In [None]:
# Import required libraries and dependencies
import pandas as pd
import hvplot.pandas
import holoviews as hv
from sklearn.cluster import KMeans
from sklearn.decomposition import PCA
from sklearn.preprocessing import StandardScaler

In [None]:
# Load the data into a Pandas DataFrame
df_market_data = pd.read_csv(
    "Resources/crypto_market_data.csv",
    index_col="coin_id")

# Display sample data
df_market_data.head(10)

In [None]:
# Generate summary statistics
df_market_data.describe()

In [None]:
# Plot your data to see what's in your DataFrame
df_market_data.hvplot.line(
    width=800,
    height=400,
    rot=90
)

---

### Prepare the Data

In [None]:
# Create columns variable
market_columns= df_market_data.columns

In [None]:
# Use the `StandardScaler()` module from scikit-learn to normalize the data from the CSV file
market_scaled = StandardScaler().fit_transform(df_market_data[market_columns])
market_scaled[0:5]

In [None]:
# Create a DataFrame with the scaled data
market_scaled_df = pd.DataFrame(market_scaled, columns = market_columns)

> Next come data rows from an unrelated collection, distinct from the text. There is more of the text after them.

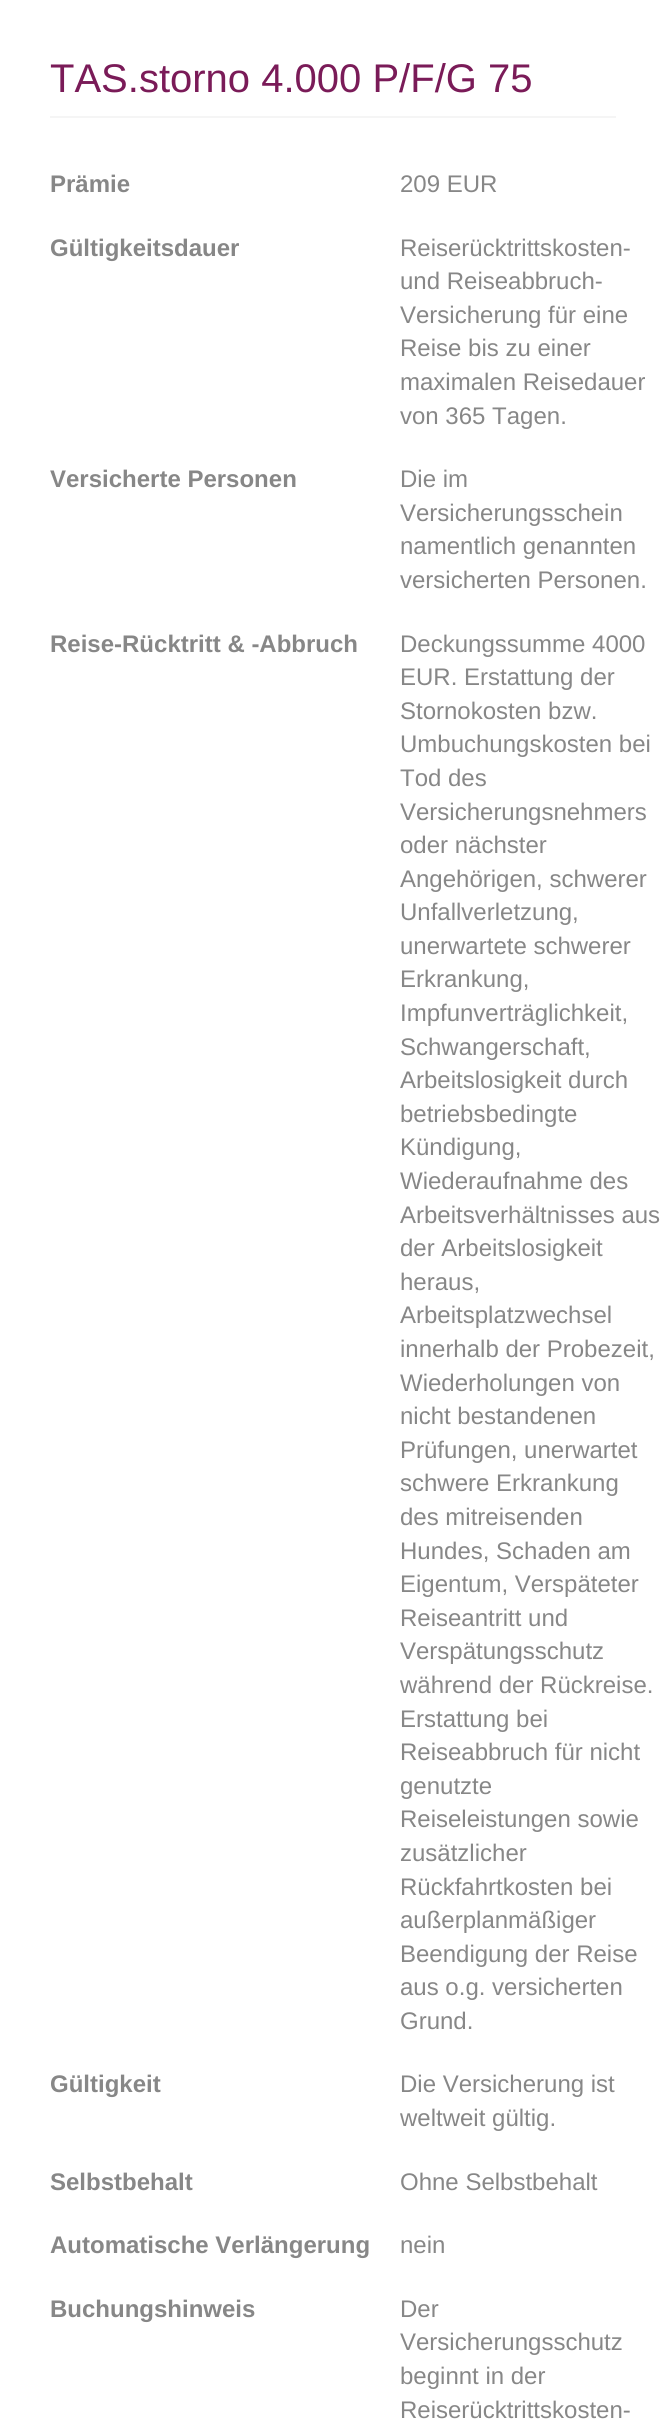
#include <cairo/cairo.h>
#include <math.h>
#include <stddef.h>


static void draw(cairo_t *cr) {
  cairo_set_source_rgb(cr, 1, 1, 1);
  cairo_paint(cr);
  cairo_set_source_rgb(cr, 245 / 255.0, 245 / 255.0, 245 / 255.0);
  cairo_rectangle(cr, 50, 116, 566, 2);
  cairo_fill(cr);
  cairo_select_font_face(cr, "Liberation Sans", CAIRO_FONT_SLANT_NORMAL, CAIRO_FONT_WEIGHT_NORMAL);
  cairo_set_font_size(cr, 40);
  cairo_set_source_rgb(cr, 122 / 255.0, 27 / 255.0, 88 / 255.0);
  cairo_move_to(cr, 50, 92);
  cairo_show_text(cr, "TAS.storno 4.000 P/F/G 75");
  cairo_select_font_face(cr, "Liberation Sans", CAIRO_FONT_SLANT_NORMAL, CAIRO_FONT_WEIGHT_BOLD);
  cairo_set_font_size(cr, 24);
  cairo_set_source_rgb(cr, 135 / 255.0, 135 / 255.0, 135 / 255.0);
  cairo_move_to(cr, 50, 192);
  cairo_show_text(cr, "Prämie");
  cairo_select_font_face(cr, "Liberation Sans", CAIRO_FONT_SLANT_NORMAL, CAIRO_FONT_WEIGHT_NORMAL);
  cairo_move_to(cr, 400, 192);
  cairo_show_text(cr, "209 EUR");
  cairo_select_font_face(cr, "Liberation Sans", CAIRO_FONT_SLANT_NORMAL, CAIRO_FONT_WEIGHT_BOLD);
  cairo_move_to(cr, 50, 256);
  cairo_show_text(cr, "Gültigkeitsdauer");
  cairo_select_font_face(cr, "Liberation Sans", CAIRO_FONT_SLANT_NORMAL, CAIRO_FONT_WEIGHT_NORMAL);
  cairo_move_to(cr, 400, 256);
  cairo_show_text(cr, "Reiserücktrittskosten-");
  cairo_move_to(cr, 400, 289);
  cairo_show_text(cr, "und Reiseabbruch-");
  cairo_move_to(cr, 400, 323);
  cairo_show_text(cr, "Versicherung für eine");
  cairo_move_to(cr, 400, 356);
  cairo_show_text(cr, "Reise bis zu einer");
  cairo_move_to(cr, 400, 390);
  cairo_show_text(cr, "maximalen Reisedauer");
  cairo_move_to(cr, 400, 424);
  cairo_show_text(cr, "von 365 Tagen.");
  cairo_select_font_face(cr, "Liberation Sans", CAIRO_FONT_SLANT_NORMAL, CAIRO_FONT_WEIGHT_BOLD);
  cairo_move_to(cr, 50, 487);
  cairo_show_text(cr, "Versicherte Personen");
  cairo_select_font_face(cr, "Liberation Sans", CAIRO_FONT_SLANT_NORMAL, CAIRO_FONT_WEIGHT_NORMAL);
  cairo_move_to(cr, 400, 487);
  cairo_show_text(cr, "Die im");
  cairo_move_to(cr, 400, 521);
  cairo_show_text(cr, "Versicherungsschein");
  cairo_move_to(cr, 400, 554);
  cairo_show_text(cr, "namentlich genannten");
  cairo_move_to(cr, 400, 588);
  cairo_show_text(cr, "versicherten Personen.");
  cairo_select_font_face(cr, "Liberation Sans", CAIRO_FONT_SLANT_NORMAL, CAIRO_FONT_WEIGHT_BOLD);
  cairo_move_to(cr, 50, 652);
  cairo_show_text(cr, "Reise-Rücktritt & -Abbruch");
  cairo_select_font_face(cr, "Liberation Sans", CAIRO_FONT_SLANT_NORMAL, CAIRO_FONT_WEIGHT_NORMAL);
  cairo_move_to(cr, 400, 652);
  cairo_show_text(cr, "Deckungssumme 4000");
  cairo_move_to(cr, 400, 685);
  cairo_show_text(cr, "EUR. Erstattung der");
  cairo_move_to(cr, 400, 719);
  cairo_show_text(cr, "Stornokosten bzw.");
  cairo_move_to(cr, 400, 752);
  cairo_show_text(cr, "Umbuchungskosten bei");
  cairo_move_to(cr, 400, 786);
  cairo_show_text(cr, "Tod des");
  cairo_move_to(cr, 400, 820);
  cairo_show_text(cr, "Versicherungsnehmers");
  cairo_move_to(cr, 400, 853);
  cairo_show_text(cr, "oder nächster");
  cairo_move_to(cr, 400, 887);
  cairo_show_text(cr, "Angehörigen, schwerer");
  cairo_move_to(cr, 400, 920);
  cairo_show_text(cr, "Unfallverletzung,");
  cairo_move_to(cr, 400, 954);
  cairo_show_text(cr, "unerwartete schwerer");
  cairo_move_to(cr, 400, 987);
  cairo_show_text(cr, "Erkrankung,");
  cairo_move_to(cr, 400, 1021);
  cairo_show_text(cr, "Impfunverträglichkeit,");
  cairo_move_to(cr, 400, 1055);
  cairo_show_text(cr, "Schwangerschaft,");
  cairo_move_to(cr, 400, 1088);
  cairo_show_text(cr, "Arbeitslosigkeit durch");
  cairo_move_to(cr, 400, 1122);
  cairo_show_text(cr, "betriebsbedingte");
  cairo_move_to(cr, 400, 1155);
  cairo_show_text(cr, "Kündigung,");
  cairo_move_to(cr, 400, 1189);
  cairo_show_text(cr, "Wiederaufnahme des");
  cairo_move_to(cr, 400, 1223);
  cairo_show_text(cr, "Arbeitsverhältnisses aus");
  cairo_move_to(cr, 400, 1256);
  cairo_show_text(cr, "der Arbeitslosigkeit");
  cairo_move_to(cr, 400, 1290);
  cairo_show_text(cr, "heraus,");
  cairo_move_to(cr, 400, 1323);
  cairo_show_text(cr, "Arbeitsplatzwechsel");
  cairo_move_to(cr, 400, 1357);
  cairo_show_text(cr, "innerhalb der Probezeit,");
  cairo_move_to(cr, 400, 1391);
  cairo_show_text(cr, "Wiederholungen von");
  cairo_move_to(cr, 400, 1424);
  cairo_show_text(cr, "nicht bestandenen");
  cairo_move_to(cr, 400, 1458);
  cairo_show_text(cr, "Prüfungen, unerwartet");
  cairo_move_to(cr, 400, 1491);
  cairo_show_text(cr, "schwere Erkrankung");
  cairo_move_to(cr, 400, 1525);
  cairo_show_text(cr, "des mitreisenden");
  cairo_move_to(cr, 400, 1559);
  cairo_show_text(cr, "Hundes, Schaden am");
  cairo_move_to(cr, 400, 1592);
  cairo_show_text(cr, "Eigentum, Verspäteter");
  cairo_move_to(cr, 400, 1626);
  cairo_show_text(cr, "Reiseantritt und");
  cairo_move_to(cr, 400, 1659);
  cairo_show_text(cr, "Verspätungsschutz");
  cairo_move_to(cr, 400, 1693);
  cairo_show_text(cr, "während der Rückreise.");
  cairo_move_to(cr, 400, 1727);
  cairo_show_text(cr, "Erstattung bei");
  cairo_move_to(cr, 400, 1760);
  cairo_show_text(cr, "Reiseabbruch für nicht");
  cairo_move_to(cr, 400, 1794);
  cairo_show_text(cr, "genutzte");
  cairo_move_to(cr, 400, 1827);
  cairo_show_text(cr, "Reiseleistungen sowie");
  cairo_move_to(cr, 400, 1861);
  cairo_show_text(cr, "zusätzlicher");
  cairo_move_to(cr, 400, 1895);
  cairo_show_text(cr, "Rückfahrtkosten bei");
  cairo_move_to(cr, 400, 1928);
  cairo_show_text(cr, "außerplanmäßiger");
  cairo_move_to(cr, 400, 1962);
  cairo_show_text(cr, "Beendigung der Reise");
  cairo_move_to(cr, 400, 1995);
  cairo_show_text(cr, "aus o.g. versicherten");
  cairo_move_to(cr, 400, 2029);
  cairo_show_text(cr, "Grund.");
  cairo_select_font_face(cr, "Liberation Sans", CAIRO_FONT_SLANT_NORMAL, CAIRO_FONT_WEIGHT_BOLD);
  cairo_move_to(cr, 50, 2092);
  cairo_show_text(cr, "Gültigkeit");
  cairo_select_font_face(cr, "Liberation Sans", CAIRO_FONT_SLANT_NORMAL, CAIRO_FONT_WEIGHT_NORMAL);
  cairo_move_to(cr, 400, 2092);
  cairo_show_text(cr, "Die Versicherung ist");
  cairo_move_to(cr, 400, 2126);
  cairo_show_text(cr, "weltweit gültig.");
  cairo_select_font_face(cr, "Liberation Sans", CAIRO_FONT_SLANT_NORMAL, CAIRO_FONT_WEIGHT_BOLD);
  cairo_move_to(cr, 50, 2190);
  cairo_show_text(cr, "Selbstbehalt");
  cairo_select_font_face(cr, "Liberation Sans", CAIRO_FONT_SLANT_NORMAL, CAIRO_FONT_WEIGHT_NORMAL);
  cairo_move_to(cr, 400, 2190);
  cairo_show_text(cr, "Ohne Selbstbehalt");
  cairo_select_font_face(cr, "Liberation Sans", CAIRO_FONT_SLANT_NORMAL, CAIRO_FONT_WEIGHT_BOLD);
  cairo_move_to(cr, 50, 2253);
  cairo_show_text(cr, "Automatische Verlängerung");
  cairo_select_font_face(cr, "Liberation Sans", CAIRO_FONT_SLANT_NORMAL, CAIRO_FONT_WEIGHT_NORMAL);
  cairo_move_to(cr, 400, 2253);
  cairo_show_text(cr, "nein");
  cairo_select_font_face(cr, "Liberation Sans", CAIRO_FONT_SLANT_NORMAL, CAIRO_FONT_WEIGHT_BOLD);
  cairo_move_to(cr, 50, 2317);
  cairo_show_text(cr, "Buchungshinweis");
  cairo_select_font_face(cr, "Liberation Sans", CAIRO_FONT_SLANT_NORMAL, CAIRO_FONT_WEIGHT_NORMAL);
  cairo_move_to(cr, 400, 2317);
  cairo_show_text(cr, "Der");
  cairo_move_to(cr, 400, 2350);
  cairo_show_text(cr, "Versicherungsschutz");
  cairo_move_to(cr, 400, 2384);
  cairo_show_text(cr, "beginnt in der");
  cairo_move_to(cr, 400, 2418);
  cairo_show_text(cr, "Reiserücktrittskosten-");
}

int main(void) {
  cairo_surface_t *surface = cairo_image_surface_create(CAIRO_FORMAT_RGB24, 666, 2432);
  cairo_t *cr = cairo_create(surface);
  cairo_font_options_t *options = cairo_font_options_create();
  cairo_font_options_set_hint_metrics(options, CAIRO_HINT_METRICS_OFF);
  cairo_font_options_set_hint_style(options, CAIRO_HINT_STYLE_NONE);
  cairo_set_font_options(cr, options);
  cairo_set_miter_limit(cr, 4);
  draw(cr);
  cairo_surface_write_to_png(surface, "out.png");
  cairo_font_options_destroy(options);
  cairo_destroy(cr);
  cairo_surface_destroy(surface);
  return 0;
}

# Copy the crypto names from the original data
market_scaled_df['coin_id'] = df_market_data.index
# Set the coinid column as index
market_scaled_df = market_scaled_df.set_index('coin_id')

# Display sample data
market_scaled_df.head()

---

### Find the Best Value for k Using the Original Data.

In [None]:
# Create a list with the number of k-values from 1 to 11
k = list(range(1,11))

In [None]:
# Create an empty list to store the inertia values
inertia=[]

# Create a for loop to compute the inertia with each possible value of k
for i in k:
# Inside the loop:
# 1. Create a KMeans model using the loop counter for the n_clusters
    k_model = KMeans(n_clusters=i, random_state = 0, n_init = 10)
# 2. Fit the model to the data using `df_market_data_scaled`
    k_model.fit(market_scaled_df)
# 3. Append the model.inertia_ to the inertia list
    inertia.append(k_model.inertia_)

In [None]:
# Create a dictionary with the data to plot the Elbow curve
elbow_d= {'k': k, 'inertia': inertia}

# Create a DataFrame with the data to plot the Elbow curve
elbow_d_df = pd.DataFrame(elbow_d)
elbow_d_df.head()

In [None]:
# Plot a line chart with all the inertia values computed with 
# the different values of k to visually identify the optimal value for k.
elbow_d_df.hvplot.line(
x='k',
y='inertia',
xticks = k)

#### Answer the following question: 

**Question:** What is the best value for `k`?

**Answer:** looks like 4

---

### Cluster Cryptocurrencies with K-means Using the Original Data

In [None]:
# Initialize the K-Means model using the best value for k
model = KMeans(n_clusters = 4, random_state=0, n_init=10)
# Showing other K-Means models
model5 = KMeans(n_clusters = 5, random_state=0, n_init=10)
model3 = KMeans(n_clusters = 3, random_state=0, n_init=10)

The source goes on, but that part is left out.